── Data provided
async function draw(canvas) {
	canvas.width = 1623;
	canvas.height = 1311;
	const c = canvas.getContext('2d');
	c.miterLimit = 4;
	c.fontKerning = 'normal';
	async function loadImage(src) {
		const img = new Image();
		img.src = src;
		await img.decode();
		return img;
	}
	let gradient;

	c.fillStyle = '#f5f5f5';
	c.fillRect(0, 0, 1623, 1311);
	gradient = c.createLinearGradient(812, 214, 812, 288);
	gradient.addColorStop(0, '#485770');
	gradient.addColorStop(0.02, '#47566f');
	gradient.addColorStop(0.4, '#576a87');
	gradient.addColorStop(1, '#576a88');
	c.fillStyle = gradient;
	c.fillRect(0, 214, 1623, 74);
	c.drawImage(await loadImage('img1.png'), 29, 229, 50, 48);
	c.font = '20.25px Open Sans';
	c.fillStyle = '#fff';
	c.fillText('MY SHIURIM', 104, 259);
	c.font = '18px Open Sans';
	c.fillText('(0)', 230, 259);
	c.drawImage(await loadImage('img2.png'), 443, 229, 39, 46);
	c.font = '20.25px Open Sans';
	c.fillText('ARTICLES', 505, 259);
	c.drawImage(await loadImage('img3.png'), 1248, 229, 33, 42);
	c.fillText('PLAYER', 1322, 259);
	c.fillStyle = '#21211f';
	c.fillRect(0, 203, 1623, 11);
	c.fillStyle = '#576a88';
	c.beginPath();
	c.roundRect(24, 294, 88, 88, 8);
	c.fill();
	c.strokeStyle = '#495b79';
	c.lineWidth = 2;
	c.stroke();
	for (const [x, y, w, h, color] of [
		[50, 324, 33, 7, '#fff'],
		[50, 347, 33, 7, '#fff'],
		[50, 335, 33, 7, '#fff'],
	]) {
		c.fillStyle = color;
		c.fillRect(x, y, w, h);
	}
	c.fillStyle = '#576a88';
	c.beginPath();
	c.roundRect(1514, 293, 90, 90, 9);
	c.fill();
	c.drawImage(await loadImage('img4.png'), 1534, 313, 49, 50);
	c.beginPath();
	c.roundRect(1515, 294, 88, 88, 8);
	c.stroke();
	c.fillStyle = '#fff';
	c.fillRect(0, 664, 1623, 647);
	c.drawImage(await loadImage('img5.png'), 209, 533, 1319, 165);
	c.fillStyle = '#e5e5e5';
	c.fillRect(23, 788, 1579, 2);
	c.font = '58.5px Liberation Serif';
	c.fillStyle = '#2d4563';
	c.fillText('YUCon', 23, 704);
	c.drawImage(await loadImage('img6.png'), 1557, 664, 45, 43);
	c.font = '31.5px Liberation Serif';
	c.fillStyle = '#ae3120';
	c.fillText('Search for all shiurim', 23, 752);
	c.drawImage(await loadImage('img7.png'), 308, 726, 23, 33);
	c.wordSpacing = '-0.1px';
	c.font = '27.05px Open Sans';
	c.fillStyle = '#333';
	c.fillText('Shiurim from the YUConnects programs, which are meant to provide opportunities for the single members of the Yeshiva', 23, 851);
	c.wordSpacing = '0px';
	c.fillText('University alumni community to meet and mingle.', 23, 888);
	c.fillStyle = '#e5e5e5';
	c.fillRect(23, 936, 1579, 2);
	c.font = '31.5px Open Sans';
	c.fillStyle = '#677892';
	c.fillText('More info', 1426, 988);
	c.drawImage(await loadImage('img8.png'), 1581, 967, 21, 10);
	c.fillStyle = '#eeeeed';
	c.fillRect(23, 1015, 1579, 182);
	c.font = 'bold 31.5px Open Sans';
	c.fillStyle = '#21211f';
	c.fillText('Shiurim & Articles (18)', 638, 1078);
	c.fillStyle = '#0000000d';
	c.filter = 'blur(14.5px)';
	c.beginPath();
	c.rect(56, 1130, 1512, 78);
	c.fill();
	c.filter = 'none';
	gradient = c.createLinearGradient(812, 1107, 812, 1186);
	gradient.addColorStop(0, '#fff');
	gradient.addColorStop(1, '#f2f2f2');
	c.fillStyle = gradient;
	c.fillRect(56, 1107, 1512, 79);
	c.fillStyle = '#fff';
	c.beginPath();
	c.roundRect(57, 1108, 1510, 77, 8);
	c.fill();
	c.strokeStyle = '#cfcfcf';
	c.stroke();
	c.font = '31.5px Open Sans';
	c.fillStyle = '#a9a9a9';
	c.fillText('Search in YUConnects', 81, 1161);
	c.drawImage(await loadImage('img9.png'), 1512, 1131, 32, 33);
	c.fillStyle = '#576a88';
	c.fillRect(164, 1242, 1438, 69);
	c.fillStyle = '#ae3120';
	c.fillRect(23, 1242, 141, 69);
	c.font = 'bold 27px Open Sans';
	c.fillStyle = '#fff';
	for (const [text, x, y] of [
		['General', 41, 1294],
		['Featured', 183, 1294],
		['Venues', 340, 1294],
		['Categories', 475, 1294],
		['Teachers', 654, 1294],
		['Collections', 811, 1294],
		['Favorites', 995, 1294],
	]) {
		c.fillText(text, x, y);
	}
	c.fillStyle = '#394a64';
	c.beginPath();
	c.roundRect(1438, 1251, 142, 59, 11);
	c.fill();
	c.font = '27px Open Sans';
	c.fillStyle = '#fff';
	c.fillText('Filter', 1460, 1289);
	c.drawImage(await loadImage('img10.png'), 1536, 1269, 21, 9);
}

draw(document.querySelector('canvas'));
────
### Task item
Find the word "loadImage" in the entries above and gather every line that holds it.

### Reply
	async function loadImage(src) {
	c.drawImage(await loadImage('img1.png'), 29, 229, 50, 48);
	c.drawImage(await loadImage('img2.png'), 443, 229, 39, 46);
	c.drawImage(await loadImage('img3.png'), 1248, 229, 33, 42);
	c.drawImage(await loadImage('img4.png'), 1534, 313, 49, 50);
	c.drawImage(await loadImage('img5.png'), 209, 533, 1319, 165);
	c.drawImage(await loadImage('img6.png'), 1557, 664, 45, 43);
	c.drawImage(await loadImage('img7.png'), 308, 726, 23, 33);
	c.drawImage(await loadImage('img8.png'), 1581, 967, 21, 10);
	c.drawImage(await loadImage('img9.png'), 1512, 1131, 32, 33);
	c.drawImage(await loadImage('img10.png'), 1536, 1269, 21, 9);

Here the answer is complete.